Ah, high school, a period when we were all too untrusting of adults with our belongings. For most, the places we’d keep secret items would be in our desk, backpack, or even a storage closet only we know about. High School is widely seen as a time to hide our flaws, secrets and even our trinkets we knew were wrong to bring to school. That is why lockers are looked upon as a great way to put in not only your books but your personal belongings to make school a little bit more exciting. But what happens when there is a suspicious event that forces the adults you don’t really know to look through your personal property?
Lockers, during our shaky years of puberty, tend to be our only solace when we want to keep our stuff away from those we don’t really trust, but the lockers themselves are still the property of the school. So, for example, when a principal gets a tip that someone has been smuggling drugs in the school and put it in their locker but doesn’t know who, they’d have to search all the lockers and belongings inside. They technically can since the lockers are the school’s property, but the ongoing controversy is should they be allowed to search a locker without the permission of the item’s owner. It’s a continuous topic spread throughout schools all over the world yet no one seems to know the final answer. It’s a complicated balance between morals of searching through one’s things without their permission and the safety of others if the item/items are posing a threat to the owner and/or others around them.

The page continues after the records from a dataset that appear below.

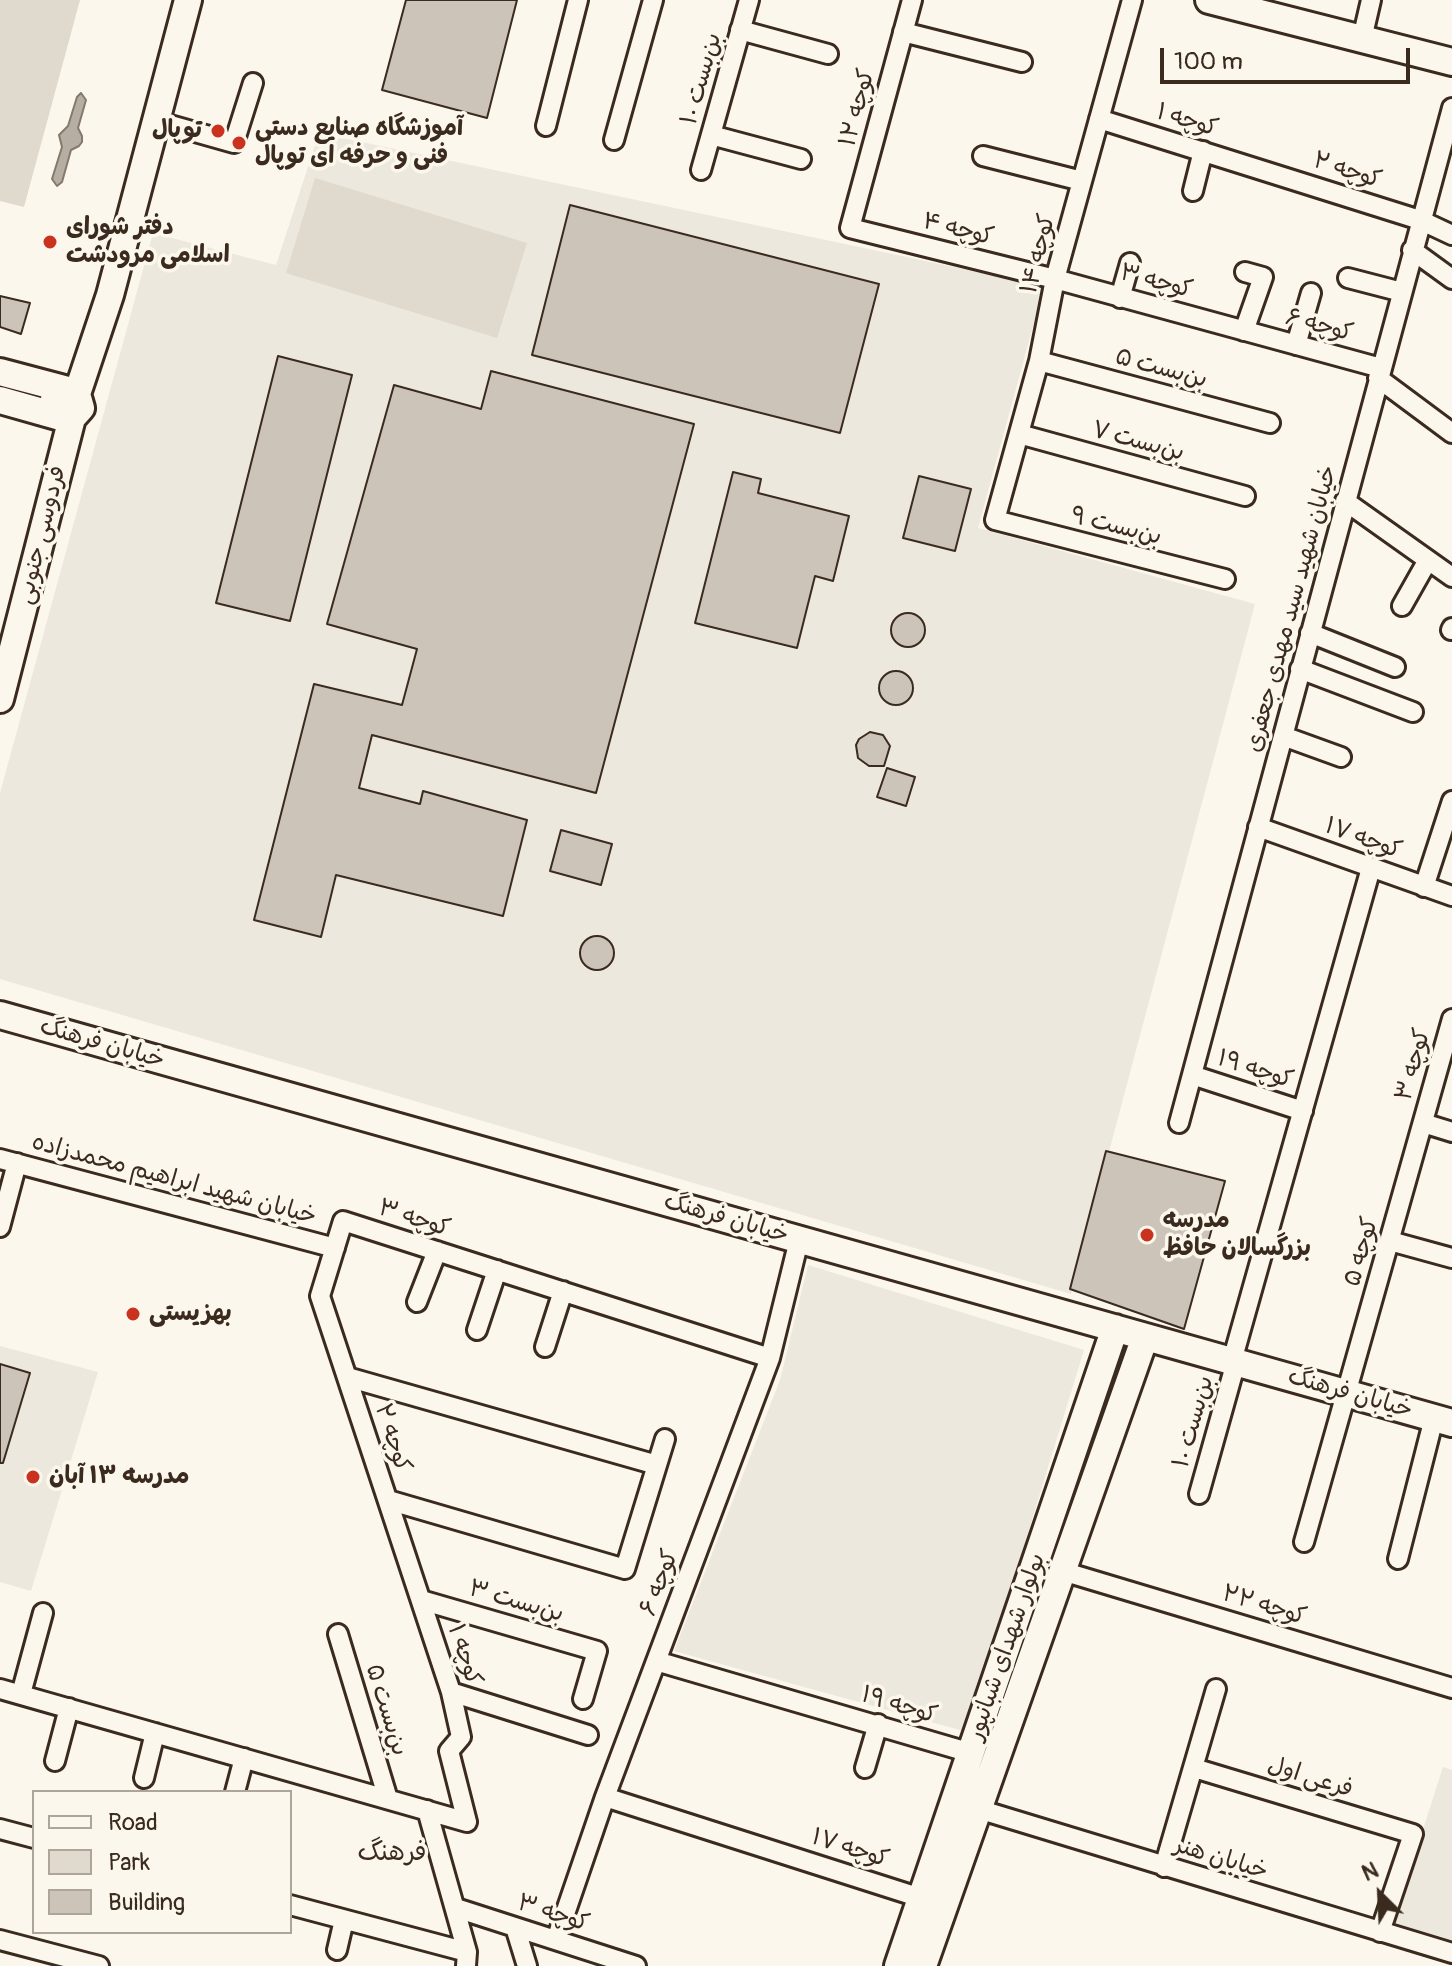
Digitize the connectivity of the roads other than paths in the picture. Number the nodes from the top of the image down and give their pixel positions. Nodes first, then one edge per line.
1 (188, 0) edge
2 (578, 0) edge
3 (653, 0) edge
4 (749, 0) edge
5 (912, 0) edge
6 (1132, 0) edge
7 (1209, 0) edge
8 (1371, 0) edge
9 (740, 30) junction
10 (903, 32) junction
11 (1362, 39) junction
12 (828, 54) dead end
13 (1022, 62) dead end
14 (1452, 62) edge
15 (253, 83) dead end
16 (1452, 108) edge
17 (1099, 119) junction
18 (156, 121) junction
19 (546, 126) dead end
20 (711, 135) junction
21 (614, 140) dead end
22 (1203, 151) junction
23 (983, 156) dead end
24 (801, 159) dead end
25 (1260, 169) joint
26 (701, 170) dead end
27 (1433, 176) junction
28 (1082, 181) junction
29 (1452, 181) edge
30 (1193, 191) dead end
31 (1420, 220) junction
32 (850, 228) joint
33 (1452, 235) edge
34 (1412, 250) junction
35 (1130, 263) dead end
36 (1245, 272) dead end
37 (1348, 278) dead end
38 (1055, 279) junction
39 (1452, 279) edge
40 (1402, 292) junction
41 (1311, 293) dead end
42 (1120, 298) junction
43 (1244, 331) junction
44 (1296, 345) junction
45 (1039, 361) junction
46 (0, 372) edge
47 (1379, 373) junction
48 (0, 400) edge
49 (69, 404) junction
50 (1270, 423) dead end
51 (1452, 433) edge
52 (1019, 434) junction
53 (1245, 496) dead end
54 (1345, 501) junction
55 (995, 520) joint
56 (1428, 560) junction
57 (1452, 577) edge
58 (1225, 579) dead end
59 (1402, 606) dead end
60 (1310, 633) junction
61 (1395, 667) dead end
62 (1300, 669) junction
63 (0, 699) edge
64 (1413, 712) dead end
65 (1283, 736) junction
66 (1341, 757) dead end
67 (1452, 801) edge
68 (1258, 827) junction
69 (1371, 868) junction
70 (1424, 887) junction
71 (1452, 896) edge
72 (0, 1015) edge
73 (1452, 1019) edge
74 (1192, 1075) junction
75 (1303, 1111) junction
76 (1179, 1123) dead end
77 (1423, 1123) junction
78 (1452, 1132) edge
79 (9, 1161) edge
80 (0, 1227) edge
81 (799, 1240) junction
82 (1390, 1241) junction
83 (335, 1248) junction
84 (437, 1251) junction
85 (1452, 1258) edge
86 (497, 1270) junction
87 (563, 1291) junction
88 (417, 1302) dead end
89 (1115, 1328) junction
90 (477, 1330) dead end
91 (1145, 1337) junction
92 (545, 1347) dead end
93 (770, 1358) junction
94 (1234, 1362) junction
95 (347, 1377) junction
96 (1098, 1384) junction
97 (1125, 1393) junction
98 (1347, 1394) junction
99 (1443, 1420) edge
100 (665, 1439) dead end
101 (657, 1465) junction
102 (1199, 1494) dead end
103 (388, 1500) junction
104 (1304, 1542) dead end
105 (1398, 1559) dead end
106 (1062, 1571) junction
107 (421, 1600) junction
108 (43, 1613) dead end
109 (338, 1634) dead end
110 (656, 1661) junction
111 (1452, 1688) edge
112 (0, 1689) edge
113 (1216, 1689) dead end
114 (451, 1692) junction
115 (21, 1694) junction
116 (583, 1699) dead end
117 (69, 1708) junction
118 (878, 1724) junction
119 (155, 1733) junction
120 (588, 1735) dead end
121 (971, 1753) junction
122 (244, 1758) junction
123 (55, 1761) dead end
124 (865, 1768) dead end
125 (1194, 1768) junction
126 (144, 1778) dead end
127 (236, 1790) edge
128 (605, 1797) junction
129 (388, 1799) junction
130 (978, 1809) junction
131 (427, 1810) junction
132 (0, 1829) edge
133 (32, 1837) edge
134 (947, 1858) junction
135 (1164, 1867) junction
136 (921, 1898) junction
137 (292, 1906) edge
138 (456, 1908) junction
139 (344, 1920) junction
140 (515, 1927) junction
141 (1380, 1932) junction
142 (0, 1940) edge
143 (556, 1940) junction
144 (25, 1947) junction
145 (337, 1950) dead end
146 (1452, 1953) edge
147 (466, 1959) edge
148 (20, 1966) edge
149 (99, 1966) edge
150 (527, 1966) edge
151 (636, 1966) edge
152 (898, 1966) edge
153 (923, 1966) edge

1 - 18 street, فردوسی جنوبی
2 - 19 street
3 - 21 street
4 - 9 street, بن‌بست ۱۰
5 - 10 street, کوچه ۱۲
6 - 17 street, کوچه ۱۴
7 - 11 street
8 - 11 street
9 - 12 street
9 - 20 street, بن‌بست ۱۰
10 - 13 street
10 - 32 street, کوچه ۱۲
11 - 14 street
15 - 18 street
16 - 27 street, خیابان شهید سید مهدی جعفری
17 - 22 street, کوچه ۱
17 - 28 street, کوچه ۱۴
18 - 49 street, فردوسی جنوبی
20 - 24 street
20 - 26 street, بن‌بست ۱۰
22 - 25 street, کوچه ۱
22 - 30 street
23 - 28 street
25 - 31 street, کوچه ۲
27 - 29 street
27 - 31 street, خیابان شهید سید مهدی جعفری
28 - 38 street, کوچه ۱۴
31 - 33 street
31 - 34 street, خیابان شهید سید مهدی جعفری
32 - 38 street, کوچه ۴
34 - 39 street
34 - 40 street, خیابان شهید سید مهدی جعفری
35 - 42 street
36 - 43 street
37 - 40 street
38 - 42 street, کوچه ۳
38 - 45 street, کوچه ۱۴
40 - 47 street, خیابان شهید سید مهدی جعفری
41 - 44 street
42 - 43 street, کوچه ۳
43 - 44 street, کوچه ۶
44 - 47 street, کوچه ۶
45 - 50 street, بن‌بست ۵
45 - 52 street, کوچه ۱۴
46 - 49 street
47 - 51 street
47 - 54 street, خیابان شهید سید مهدی جعفری
48 - 49 street
49 - 63 street, فردوسی جنوبی
52 - 53 street, بن‌بست ۷
52 - 55 street, کوچه ۱۴
54 - 56 street
54 - 60 street, خیابان شهید سید مهدی جعفری
55 - 58 street, بن‌بست ۹
56 - 57 street
56 - 59 street
60 - 61 street
60 - 62 street, خیابان شهید سید مهدی جعفری
62 - 64 street
62 - 65 street, خیابان شهید سید مهدی جعفری
65 - 66 street
65 - 68 street, خیابان شهید سید مهدی جعفری
67 - 70 street
68 - 69 street, کوچه ۱۷
68 - 74 street, خیابان شهید سید مهدی جعفری
69 - 70 street, کوچه ۱۷
69 - 75 street
70 - 71 street, کوچه ۱۷
72 - 81 street, خیابان فرهنگ
73 - 77 street, کوچه ۳
74 - 75 street, کوچه ۱۹
74 - 76 street, خیابان شهید سید مهدی جعفری
75 - 94 street
77 - 78 street
77 - 82 street, کوچه ۵
79 - 80 street
79 - 83 street, خیابان شهید ابراهیم محمدزاده
81 - 89 street, خیابان فرهنگ
81 - 93 street, کوچه ۶
82 - 85 street
82 - 98 street, کوچه ۵
83 - 84 street, کوچه ۳
83 - 95 street, کوچه ۲
84 - 86 street, کوچه ۳
84 - 88 street
86 - 87 street
86 - 90 street
87 - 92 street
87 - 93 street
89 - 91 street, خیابان فرهنگ
89 - 96 street, بولوار شهدای شبانپور
91 - 94 street, خیابان فرهنگ
91 - 97 street, بولوار شهدای شبانپور
93 - 110 street, کوچه ۶
94 - 98 street, خیابان فرهنگ
94 - 102 street, بن‌بست ۱۰
95 - 101 street
95 - 103 street, کوچه ۲
96 - 97 street
96 - 121 street, بولوار شهدای شبانپور
97 - 106 street, بولوار شهدای شبانپور
98 - 99 street, خیابان فرهنگ
98 - 104 street, کوچه ۵
99 - 105 street
100 - 101 street
101 - 103 street, کوچه ۲
103 - 107 street, کوچه ۱
106 - 111 street, کوچه ۲۲
106 - 130 street, بولوار شهدای شبانپور
107 - 114 street, کوچه ۱
107 - 116 street, بن‌بست ۳
108 - 115 street
109 - 129 street, بن‌بست ۵
110 - 118 street, کوچه ۱۹
110 - 128 street, کوچه ۶
112 - 115 street
113 - 125 street
114 - 120 street
114 - 131 street, کوچه ۱
115 - 117 street
117 - 119 street
117 - 123 street
118 - 121 street, کوچه ۱۹
118 - 124 street
119 - 122 street
119 - 126 street
121 - 134 street, بولوار شهدای شبانپور
122 - 127 street
122 - 129 street
125 - 135 street
125 - 141 street, فرعی اول
128 - 136 street, کوچه ۱۷
128 - 143 street, کوچه ۶
129 - 131 street
130 - 134 street, بولوار شهدای شبانپور
130 - 135 street, خیابان هنر
131 - 138 street
132 - 133 street
134 - 136 street, بولوار شهدای شبانپور
134 - 153 street, بولوار شهدای شبانپور
135 - 141 street, خیابان هنر
136 - 152 street, بولوار شهدای شبانپور
137 - 139 street
138 - 140 street, کوچه ۳
138 - 147 street
139 - 145 street
139 - 147 street
140 - 143 street, کوچه ۳
140 - 150 street
141 - 146 street, خیابان هنر
142 - 144 street
143 - 151 street, کوچه ۳
144 - 148 street
144 - 149 street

A popular comparison would be what police officers do when they think they have found crucial evidence to incarcerate a criminal but they also have to search personal belongings to find it. There is more than often a warrant between these events for legal purposes set so if their suspicions are wrong, there will not be huge consequences except for a slap on the wrist. But warrants aren’t issued between the school staff or officers in charge of investigating a locker filled with the contents of someone’s belongings that they raid, usually, without their permission. It is, in a way, a great thing when they do find what they were looking for if they do search through the student’s belongings but it still begs the question whether it’s morally right to rummage through another’s property even though it was on the school’s property.
Parents entrust their kids to a whole staff of adults for 6 hours, 5 days a week for 8-9 months a year and we further trust our kids to not only be doing a great job in school but also not bringing things to provoke a locker search in the first place. Trusting these 2 majorly different groups can be risky but mostly, in the end, parents tend to side with the adults, though it can be argued that more parents nowadays are siding with their ever-growing, intelligent children over an adult who, as well as you know, can be incompetent. So, what are parents to do when they hear the adults they entrust their kid’s safety to go through their children’s stuff without permission? Who would you side with?
Of course, it always depends on what they find, what the search is for, the general nature of the child and/or children in the school and how competent the adults in the school staff are. A variety of factors play into a range of different outcomes and opinions but at the end of the day, morals still play a factor into how much privacy you can have in a school. Parents and kids can rest their minds easy knowing that the staff is doing everything in their control to keep the school’s environment safe, but the tone changes when you or your child is the target of such accusations. The opinions and situations differ from person to person but at the end of it all, it’s all for the protection of the children, whether from their peers or themselves.